→ Saved data entries
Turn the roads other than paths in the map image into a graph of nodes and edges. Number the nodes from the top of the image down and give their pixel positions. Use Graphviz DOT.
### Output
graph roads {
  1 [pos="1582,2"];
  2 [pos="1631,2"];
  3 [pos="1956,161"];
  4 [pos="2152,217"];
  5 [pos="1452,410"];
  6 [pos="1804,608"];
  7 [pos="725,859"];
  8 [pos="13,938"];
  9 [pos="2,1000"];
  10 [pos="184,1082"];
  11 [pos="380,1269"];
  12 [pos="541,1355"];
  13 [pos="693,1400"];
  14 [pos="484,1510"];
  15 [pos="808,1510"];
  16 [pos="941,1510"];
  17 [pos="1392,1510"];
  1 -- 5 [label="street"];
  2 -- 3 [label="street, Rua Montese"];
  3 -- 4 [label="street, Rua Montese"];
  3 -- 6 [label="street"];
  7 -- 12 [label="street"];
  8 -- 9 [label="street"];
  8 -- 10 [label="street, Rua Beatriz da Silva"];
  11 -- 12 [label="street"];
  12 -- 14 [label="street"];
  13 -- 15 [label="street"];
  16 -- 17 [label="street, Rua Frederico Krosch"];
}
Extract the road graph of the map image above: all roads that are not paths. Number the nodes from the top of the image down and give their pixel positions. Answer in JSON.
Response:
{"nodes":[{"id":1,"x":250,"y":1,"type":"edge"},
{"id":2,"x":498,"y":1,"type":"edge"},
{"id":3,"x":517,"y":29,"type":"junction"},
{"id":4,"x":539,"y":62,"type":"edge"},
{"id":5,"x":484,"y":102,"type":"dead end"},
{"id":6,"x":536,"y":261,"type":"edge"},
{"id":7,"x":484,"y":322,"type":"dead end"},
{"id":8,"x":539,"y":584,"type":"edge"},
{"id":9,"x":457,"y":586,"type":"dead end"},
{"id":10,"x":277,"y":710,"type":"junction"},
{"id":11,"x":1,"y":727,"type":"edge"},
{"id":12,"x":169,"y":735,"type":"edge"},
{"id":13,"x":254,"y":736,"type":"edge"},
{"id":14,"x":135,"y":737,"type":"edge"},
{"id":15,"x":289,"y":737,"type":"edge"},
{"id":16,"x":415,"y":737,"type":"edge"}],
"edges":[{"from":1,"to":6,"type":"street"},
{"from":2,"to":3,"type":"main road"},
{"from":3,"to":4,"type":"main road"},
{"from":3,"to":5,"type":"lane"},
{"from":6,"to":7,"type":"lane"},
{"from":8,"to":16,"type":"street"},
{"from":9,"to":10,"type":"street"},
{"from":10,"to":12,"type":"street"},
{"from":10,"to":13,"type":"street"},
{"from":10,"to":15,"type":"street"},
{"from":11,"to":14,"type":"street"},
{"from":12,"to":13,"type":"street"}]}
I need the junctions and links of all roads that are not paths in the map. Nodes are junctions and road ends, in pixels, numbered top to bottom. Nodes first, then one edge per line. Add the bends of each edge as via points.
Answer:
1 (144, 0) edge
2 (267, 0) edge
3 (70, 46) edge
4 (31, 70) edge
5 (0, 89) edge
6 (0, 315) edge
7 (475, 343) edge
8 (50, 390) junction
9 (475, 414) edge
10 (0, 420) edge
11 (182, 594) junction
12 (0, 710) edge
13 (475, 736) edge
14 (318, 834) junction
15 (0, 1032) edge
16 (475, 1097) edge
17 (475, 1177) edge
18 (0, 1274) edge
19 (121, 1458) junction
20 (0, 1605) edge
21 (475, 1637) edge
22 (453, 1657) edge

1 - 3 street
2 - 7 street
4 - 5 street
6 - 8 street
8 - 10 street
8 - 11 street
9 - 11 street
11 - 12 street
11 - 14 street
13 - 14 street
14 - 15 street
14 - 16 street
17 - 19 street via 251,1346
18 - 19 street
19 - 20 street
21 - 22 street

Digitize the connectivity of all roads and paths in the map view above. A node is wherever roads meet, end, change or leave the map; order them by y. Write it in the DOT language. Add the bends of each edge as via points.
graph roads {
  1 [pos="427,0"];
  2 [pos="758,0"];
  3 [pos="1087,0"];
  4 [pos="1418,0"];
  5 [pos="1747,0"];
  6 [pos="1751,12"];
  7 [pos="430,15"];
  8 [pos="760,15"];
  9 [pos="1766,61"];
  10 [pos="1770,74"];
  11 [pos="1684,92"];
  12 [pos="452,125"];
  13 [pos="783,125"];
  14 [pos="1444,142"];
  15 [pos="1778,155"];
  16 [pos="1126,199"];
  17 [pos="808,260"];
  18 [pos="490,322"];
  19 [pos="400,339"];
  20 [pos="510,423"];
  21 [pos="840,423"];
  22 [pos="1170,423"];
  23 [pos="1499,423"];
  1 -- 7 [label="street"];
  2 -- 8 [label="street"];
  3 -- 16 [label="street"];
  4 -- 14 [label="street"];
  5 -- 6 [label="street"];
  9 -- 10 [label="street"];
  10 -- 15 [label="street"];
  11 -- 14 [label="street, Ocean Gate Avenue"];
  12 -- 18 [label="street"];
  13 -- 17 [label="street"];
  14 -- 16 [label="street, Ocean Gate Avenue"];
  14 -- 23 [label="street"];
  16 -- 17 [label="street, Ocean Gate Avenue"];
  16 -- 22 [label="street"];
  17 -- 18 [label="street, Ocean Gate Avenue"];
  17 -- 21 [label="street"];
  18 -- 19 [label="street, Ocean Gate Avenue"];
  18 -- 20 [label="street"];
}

→ GOAL OF THE EXERCISE
Bring together all lines in the records where the word "give" is found.

→ EXPECTED ANSWER
Turn the roads other than paths in the map image into a graph of nodes and edges. Number the nodes from the top of the image down and give their pixel positions. Use Graphviz DOT.
Extract the road graph of the map image above: all roads that are not paths. Number the nodes from the top of the image down and give their pixel positions. Answer in JSON.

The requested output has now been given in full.